Omdat de man het hoogste (belastbare) inkomen had werd de belastingvrije som voor de kinderen ten laste aan hem toegerekend. De wet stelt immers dat bij echtgenoten en wettelijk samenwonenden deze belastingvrije som altijd wordt verrekend bij de partner met het hoogste belastbaar inkomen. Om te bepalen welke echtgenoot dat is, moet volgens de minister van Financiën ook rekening worden gehouden met de buitenlandse inkomsten die bij verdrag zijn vrijgesteld.
De toeslag wegens kinderlast werd dus berekend bij de man, maar omdat deze in een volgende bewerking kon genieten van een volledige belastingvrijstelling in toepassing van het belastingverdrag met Luxemburg, bleek dat de man uiteindelijk geen belasting in België verschuldigd was. Zo ging de belastingvrije som voor kinderen ten laste voor het gezin de facto verloren. Gezien de vrouw een lager belastbaar inkomen had dan haar echtgenoot, kon zij immers evenmin van deze belastingvrije som gebruik maken.
Opgemerkt kan worden dat de situatie anders zou geweest zijn indien de ouders niet gehuwd waren geweest. In voorkomend geval kunnen de ouders immers zelf autonoom beslissen aan wie van hen de vermindering voor kinderen zal worden toegerekend.
Het echtpaar ging in bezwaar tegen de belastingaanslag. Dit leidde uiteindelijk tot een geschil voor de rechtbank, waarbij gevorderd werd om de belastingvrije som voor kinderen ten laste toe te passen op de belastingen op de Belgische inkomsten van de vrouw.
De rechtbank stelde vast dat de Belgische toewijzingsregels voor de kinderen ten laste aanleiding geven tot een benadeling van gezinnen, die het belangrijkste deel van hun inkomen buiten België verdienen in een andere Europese lidstaat in vergelijking met koppels, die hun inkomen vooral in België verdienen. Door de toepassing van het belastingverdrag wordt in hoofde van het gezin de facto geen enkel inkomen effectief in België vrijgesteld wegens kinderlast.

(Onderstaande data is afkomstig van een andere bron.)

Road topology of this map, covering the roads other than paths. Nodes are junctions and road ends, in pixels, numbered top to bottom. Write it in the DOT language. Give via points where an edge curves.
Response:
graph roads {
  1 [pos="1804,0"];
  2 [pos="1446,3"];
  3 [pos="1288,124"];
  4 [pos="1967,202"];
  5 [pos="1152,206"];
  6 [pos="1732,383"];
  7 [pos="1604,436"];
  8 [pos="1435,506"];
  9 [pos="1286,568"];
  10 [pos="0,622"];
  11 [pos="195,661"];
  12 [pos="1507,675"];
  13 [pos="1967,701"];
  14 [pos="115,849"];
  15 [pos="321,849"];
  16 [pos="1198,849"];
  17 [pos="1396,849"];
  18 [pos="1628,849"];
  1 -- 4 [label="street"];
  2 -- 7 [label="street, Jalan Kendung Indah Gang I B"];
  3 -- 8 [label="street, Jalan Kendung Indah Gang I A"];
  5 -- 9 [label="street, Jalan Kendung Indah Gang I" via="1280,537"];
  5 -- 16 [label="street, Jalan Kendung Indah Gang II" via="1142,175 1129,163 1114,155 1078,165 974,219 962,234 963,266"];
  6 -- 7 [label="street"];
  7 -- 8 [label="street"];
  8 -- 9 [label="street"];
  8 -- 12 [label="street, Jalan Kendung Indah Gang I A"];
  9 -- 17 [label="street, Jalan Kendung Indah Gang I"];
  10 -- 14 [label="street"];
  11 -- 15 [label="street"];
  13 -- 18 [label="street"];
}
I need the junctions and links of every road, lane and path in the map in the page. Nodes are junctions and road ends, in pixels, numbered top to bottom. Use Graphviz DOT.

De rechtbank oordeelde dat deze werkwijze een schending vormt van het vrije verkeer van werknemers binnen Europa. Deze uitspraak is in lijn met de eerdere principiële beslissing van het Europees Hof van Justitie in de bekende zaak Imfeld & Garcet .
Wat met aftrekposten in het buitenland?
De Administratie riep het argument in dat een persoon met kinderlast, die beroepsinkomsten verkrijgt in Luxemburg, in dat land ook reeds een voordeel geniet voor kinderen ten laste onder de vorm van de ‘boni pour enfants’, uitgekeerd door de Luxemburgse Caisse nationale des prestations familiales.

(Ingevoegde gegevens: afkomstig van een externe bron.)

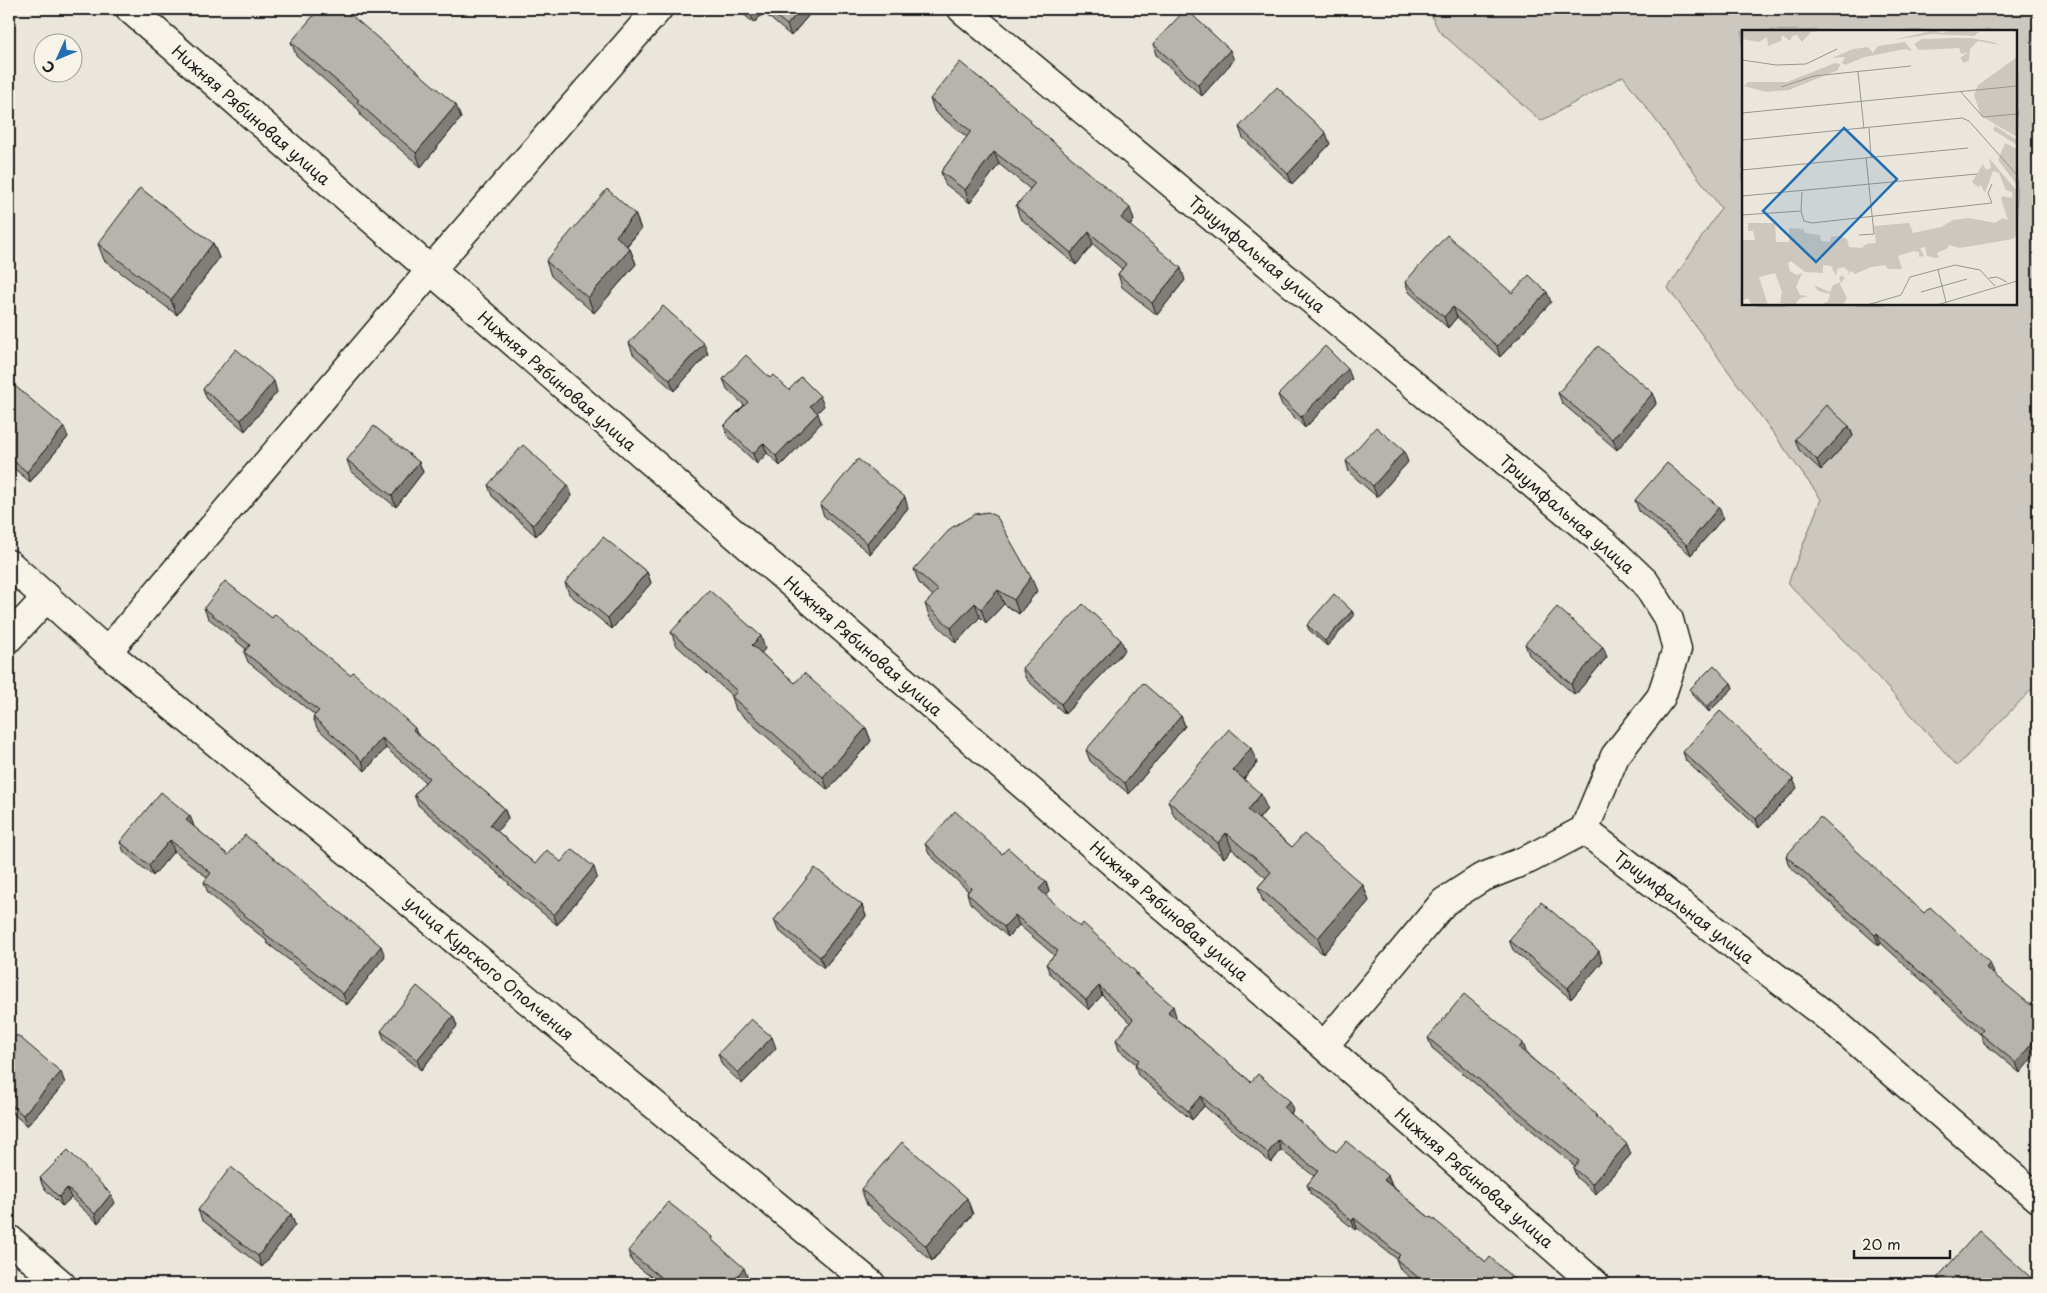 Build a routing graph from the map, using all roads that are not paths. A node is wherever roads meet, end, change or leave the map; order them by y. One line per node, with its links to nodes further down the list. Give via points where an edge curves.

De rechtbank heeft dit argument niet weerhouden. Krachtens vaste rechtspraak van het Europese Hof van Justitie is het in beginsel de woonstaat, die persoons- en gezinsgebonden belastingvoordelen dient toe te kennen. Hier wordt enkel van afgeweken indien de belastingplichtige geen of maar heel weinig inkomen heeft in zijn woonstaat, waardoor er geen persoonsgebonden voordelen in de woonstaat kunnen worden toegepast. Enkel dan moet volgens het Hof de werkstaat de persoonlijke situatie van de werknemer in aanmerking nemen bij de belastingheffing.
In het voorliggende geschil had de vrouw wel voldoende beroepsinkomsten van Belgische bron om de belastingvermindering te kunnen benutten, ook al genoot ze niet het hoogste inkomen van het gezin. Gelet op de Europese rechtspraak moet de woonstaat (in casu België) de persoons- en gezinsgebonden belastingvoordelen dan toekennen op basis van de inkomsten van de vrouw.
Er kan hierdoor zelfs een dubbel voordeel ontstaan, enerzijds in de werkstaat (de boni pour enfants) en anderzijds in de woonstaat, België. Hierin zien de rechters evenwel geen probleem. Het is volgens hen mogelijk dat verschillende belastingvoordelen los van elkaar door de twee betrokken lidstaten worden toegekend, en dat er een dubbel voordeel ontstaat als gevolg van de parallelle toepassing van nationale belastingregels.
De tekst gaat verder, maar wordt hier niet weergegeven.